In the Cornhusker State, simply put, agriculture is vital.
Whether you’re enjoying a hearty steak dinner or devouring a buttery bag of popcorn at the movie theatre, Nebraska farmers and ranchers are to thank.
Nebraska ranks in the top 10 in the nation in more than 10 commodities and agricultural standings, including No. 1 for commercial red meat production, Great Northern beans production, popcorn production, beef and veal exports, No. 2 for pinto beans production, and No. 4 for land in farms and ranches.
But while many consumers picture agriculture as vast fields of corn, roaming cattle and picturesque barns, there’s much more than meets the eye.

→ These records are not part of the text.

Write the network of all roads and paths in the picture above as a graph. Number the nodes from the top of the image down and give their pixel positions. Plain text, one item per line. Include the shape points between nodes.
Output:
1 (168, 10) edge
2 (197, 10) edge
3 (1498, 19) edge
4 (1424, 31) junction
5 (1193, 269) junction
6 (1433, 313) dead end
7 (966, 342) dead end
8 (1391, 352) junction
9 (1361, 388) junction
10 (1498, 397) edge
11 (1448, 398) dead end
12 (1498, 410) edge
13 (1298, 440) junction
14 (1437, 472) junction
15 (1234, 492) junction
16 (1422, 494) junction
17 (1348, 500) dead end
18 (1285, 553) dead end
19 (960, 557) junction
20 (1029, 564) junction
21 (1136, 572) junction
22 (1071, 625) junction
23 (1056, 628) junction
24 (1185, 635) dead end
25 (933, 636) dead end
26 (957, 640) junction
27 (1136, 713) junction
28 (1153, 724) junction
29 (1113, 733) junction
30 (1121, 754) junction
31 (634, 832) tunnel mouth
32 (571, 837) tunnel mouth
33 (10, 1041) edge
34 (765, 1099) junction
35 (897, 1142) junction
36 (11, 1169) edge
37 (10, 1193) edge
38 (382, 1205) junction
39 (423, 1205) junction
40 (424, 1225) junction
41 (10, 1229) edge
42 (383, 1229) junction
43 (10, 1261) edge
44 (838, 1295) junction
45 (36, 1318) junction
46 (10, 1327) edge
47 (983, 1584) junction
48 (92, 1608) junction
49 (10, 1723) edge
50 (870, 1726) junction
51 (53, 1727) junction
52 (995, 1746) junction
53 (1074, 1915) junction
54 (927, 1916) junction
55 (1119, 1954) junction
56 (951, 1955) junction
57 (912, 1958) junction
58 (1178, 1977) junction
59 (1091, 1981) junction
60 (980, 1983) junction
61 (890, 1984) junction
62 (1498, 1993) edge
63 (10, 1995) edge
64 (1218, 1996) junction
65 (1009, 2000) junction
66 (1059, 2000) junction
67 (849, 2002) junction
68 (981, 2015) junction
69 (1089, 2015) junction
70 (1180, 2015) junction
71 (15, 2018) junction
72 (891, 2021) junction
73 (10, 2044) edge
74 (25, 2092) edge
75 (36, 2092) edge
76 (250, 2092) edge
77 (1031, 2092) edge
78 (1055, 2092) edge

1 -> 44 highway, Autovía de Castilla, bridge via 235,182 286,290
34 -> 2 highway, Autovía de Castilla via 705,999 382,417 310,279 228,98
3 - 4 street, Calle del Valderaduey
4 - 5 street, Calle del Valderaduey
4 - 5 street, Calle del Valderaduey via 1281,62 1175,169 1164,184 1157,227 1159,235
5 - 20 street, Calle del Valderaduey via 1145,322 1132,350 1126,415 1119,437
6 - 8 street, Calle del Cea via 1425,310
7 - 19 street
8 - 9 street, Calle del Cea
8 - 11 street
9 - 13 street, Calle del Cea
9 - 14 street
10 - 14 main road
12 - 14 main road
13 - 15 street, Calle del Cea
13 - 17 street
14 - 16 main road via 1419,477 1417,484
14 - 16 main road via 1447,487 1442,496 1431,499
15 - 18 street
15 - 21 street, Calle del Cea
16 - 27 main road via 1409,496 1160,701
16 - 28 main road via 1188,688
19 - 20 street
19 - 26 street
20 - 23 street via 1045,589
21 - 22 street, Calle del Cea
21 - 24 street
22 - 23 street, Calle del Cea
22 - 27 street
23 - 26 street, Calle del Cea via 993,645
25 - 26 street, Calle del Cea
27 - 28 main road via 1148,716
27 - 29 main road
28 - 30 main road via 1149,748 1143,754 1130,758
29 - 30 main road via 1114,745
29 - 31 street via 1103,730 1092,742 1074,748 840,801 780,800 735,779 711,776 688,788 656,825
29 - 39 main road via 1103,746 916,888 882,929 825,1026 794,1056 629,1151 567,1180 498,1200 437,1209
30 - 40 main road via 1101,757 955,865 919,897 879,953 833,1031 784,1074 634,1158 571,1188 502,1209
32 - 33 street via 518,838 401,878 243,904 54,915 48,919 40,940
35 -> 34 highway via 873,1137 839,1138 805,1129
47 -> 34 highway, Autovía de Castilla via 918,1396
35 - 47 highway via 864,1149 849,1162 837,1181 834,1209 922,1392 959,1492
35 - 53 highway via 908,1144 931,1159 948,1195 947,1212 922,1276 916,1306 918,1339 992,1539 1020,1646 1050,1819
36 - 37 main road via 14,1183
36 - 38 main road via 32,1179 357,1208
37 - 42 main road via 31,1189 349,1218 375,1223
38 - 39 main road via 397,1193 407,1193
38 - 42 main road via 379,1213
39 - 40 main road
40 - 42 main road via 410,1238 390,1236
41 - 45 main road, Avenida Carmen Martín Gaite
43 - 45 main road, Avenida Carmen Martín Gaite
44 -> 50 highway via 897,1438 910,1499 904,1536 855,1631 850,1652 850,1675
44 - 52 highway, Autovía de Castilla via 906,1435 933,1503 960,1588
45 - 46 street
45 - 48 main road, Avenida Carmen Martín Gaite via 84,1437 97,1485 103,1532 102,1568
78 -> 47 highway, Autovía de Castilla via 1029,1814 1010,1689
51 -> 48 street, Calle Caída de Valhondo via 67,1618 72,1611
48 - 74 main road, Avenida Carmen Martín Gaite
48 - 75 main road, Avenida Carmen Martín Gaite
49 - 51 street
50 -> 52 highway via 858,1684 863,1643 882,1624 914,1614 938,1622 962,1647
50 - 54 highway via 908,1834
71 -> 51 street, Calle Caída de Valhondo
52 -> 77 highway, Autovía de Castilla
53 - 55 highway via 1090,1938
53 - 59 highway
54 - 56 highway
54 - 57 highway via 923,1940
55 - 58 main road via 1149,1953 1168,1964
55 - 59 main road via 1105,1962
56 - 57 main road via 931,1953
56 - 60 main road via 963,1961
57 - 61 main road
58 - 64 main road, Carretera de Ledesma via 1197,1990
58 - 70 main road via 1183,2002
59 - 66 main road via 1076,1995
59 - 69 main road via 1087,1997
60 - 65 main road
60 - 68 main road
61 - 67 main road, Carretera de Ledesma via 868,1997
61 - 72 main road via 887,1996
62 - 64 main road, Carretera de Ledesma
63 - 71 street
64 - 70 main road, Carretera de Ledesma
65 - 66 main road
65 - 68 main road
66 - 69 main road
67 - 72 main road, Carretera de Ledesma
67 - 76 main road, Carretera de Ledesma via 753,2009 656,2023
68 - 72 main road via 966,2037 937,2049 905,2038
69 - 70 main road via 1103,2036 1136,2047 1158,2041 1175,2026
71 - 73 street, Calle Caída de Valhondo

Agribusiness includes companies involved in food production and manufacturing, farm machinery, agrichemical companies and more. Agricultural research and education also are part of the state’s top industry.
With something so routine as eating three meals a day or filling your gas tank, it’s easy to take agriculture for granted. But a strong industry is the cornerstone for Nebraska, as agriculture is responsible for more than a quarter of the state’s economic activity.
International trade, value- added products – such as ethanol – and a spark in agricultural interest have all contributed to the growing success of Nebraska’s agriculture industry. In fact, over the past decade, Nebraska has exported $23 billion in agriculture goods to the world.
The future of the state’s industry rests with the youth. With career opportunities in fields ranging from the environment to alternative energy to international trade, more young people from both urban and rural areas are choosing to study agriculture at one of many programs offered across the state.
In 2014, the Nebraska Department of Agriculture marked its largest Agricultural Youth Institute attendance in its 43-year history.
These advancements continue to push Nebraska agriculture forward, and the future looks bright for all.
As one of the top commodities in the state, Nebraska knows a thing or two when it comes to growing soybeans.
In 2013, Nebraska farmers produced 255,195,000 bushels of soybeans with a production value of just over $3 billion. And 2014 turned out to be a record year for soybean production in the state.
To help the sector stay strong, researchers at University of Nebraska-Lincoln teamed up with researchers from Purdue University to study a soybean gene that affects plant stem growth, which, in turn, could lead to improved soybean cultivars.
This research could eventually lead to increased soybean yields in Nebraska, where the crop is used for everything from the ink in your printer to carpet and insulation, and as an ingredient in a wide variety of foods. In fact, making soyfoods a part of your everyday diet, such as soymilk or soybean oil for cooking, is a simple way to add high-quality proteins, iron, B vitamins and calcium to your diet.
For more information on the state’s soybean industry and how it affects you, visit nebraskasoybeans.org.
Brake for Beef
Where’s the beef? Thanks to the new “The Beef State” organizational license plate, Nebraskans can answer that question by proudly displaying the state’s top commodity as they travel across the country.
The Nebraska Cattlemen and the Nebraska Cattlemen Research & Education Foundation received the 500 required applications for the license plate, so now, this easy and effective way to spread the word about Nebraska’s important beef industry will be another familiar road sign. Cattle and calves are the No. 1 commodity in the state, bringing about $12 billion in cash receipts to Nebraska annually.
For more information on the license plate and to order your own, visit nebraskacattlemen.org.
There is no doubt Nebraska is an agriculture state. A simple drive on any highway during the summer showcases vast fields of corn, soybeans, dry beans and wheat, or cattle grazing in pastures.
But the state hasn’t missed out on the local foods movement or the entrepreneurial spirit that can take raw commodities and make them into food products. There are a number of resources for folks to turn to when they are looking for food products from Nebraska.
The Nebraska Department of Agriculture has an online Food and Meat Directory, with categories that range from bakery products, to eggs, dairy, meats and snack foods. The directory can be accessed by going to nda.nebraska.gov. and clicking on the Directories section of the Ag Promotion and Development Division.
GROW Nebraska helps small businesses and entrepreneurs connect with consumers. You can find their logo on products in stores, but they also have an online food directory at grownebraska.org.
Buy Fresh, Buy Local Nebraska also provides an Online Food Guide, where consumers can search a number of food categories to find local options. Meats, eggs, dairy, fish and value-added are among the categories. Buy Fresh, Buy Local Nebraska can also help consumers connect with a network of small family farms. Find the website at food.unl.edu/localfoods/farmerrancher.
Hop To It
The craft beer movement is gaining speed across the U.S., and Nebraska is no exception. The state is home to more than 20 craft breweries, according to the Nebraska Craft Brewers Guild, and the industry has opened doors to another new crop for the state – hops.
Hops are used in brewing beer to give it enhanced, unique flavors and control bitterness. Nebraska breweries initially sourced hops from out of state, but now there’s an interest in local hops for a flavor that creates a truly Nebraska beer, according to the Nebraska Hop Growers Association.
As of late 2013, the state had about seven hop farmers, most located in the Fort Calhoun area, which earned the nickname “Hopper Valley.”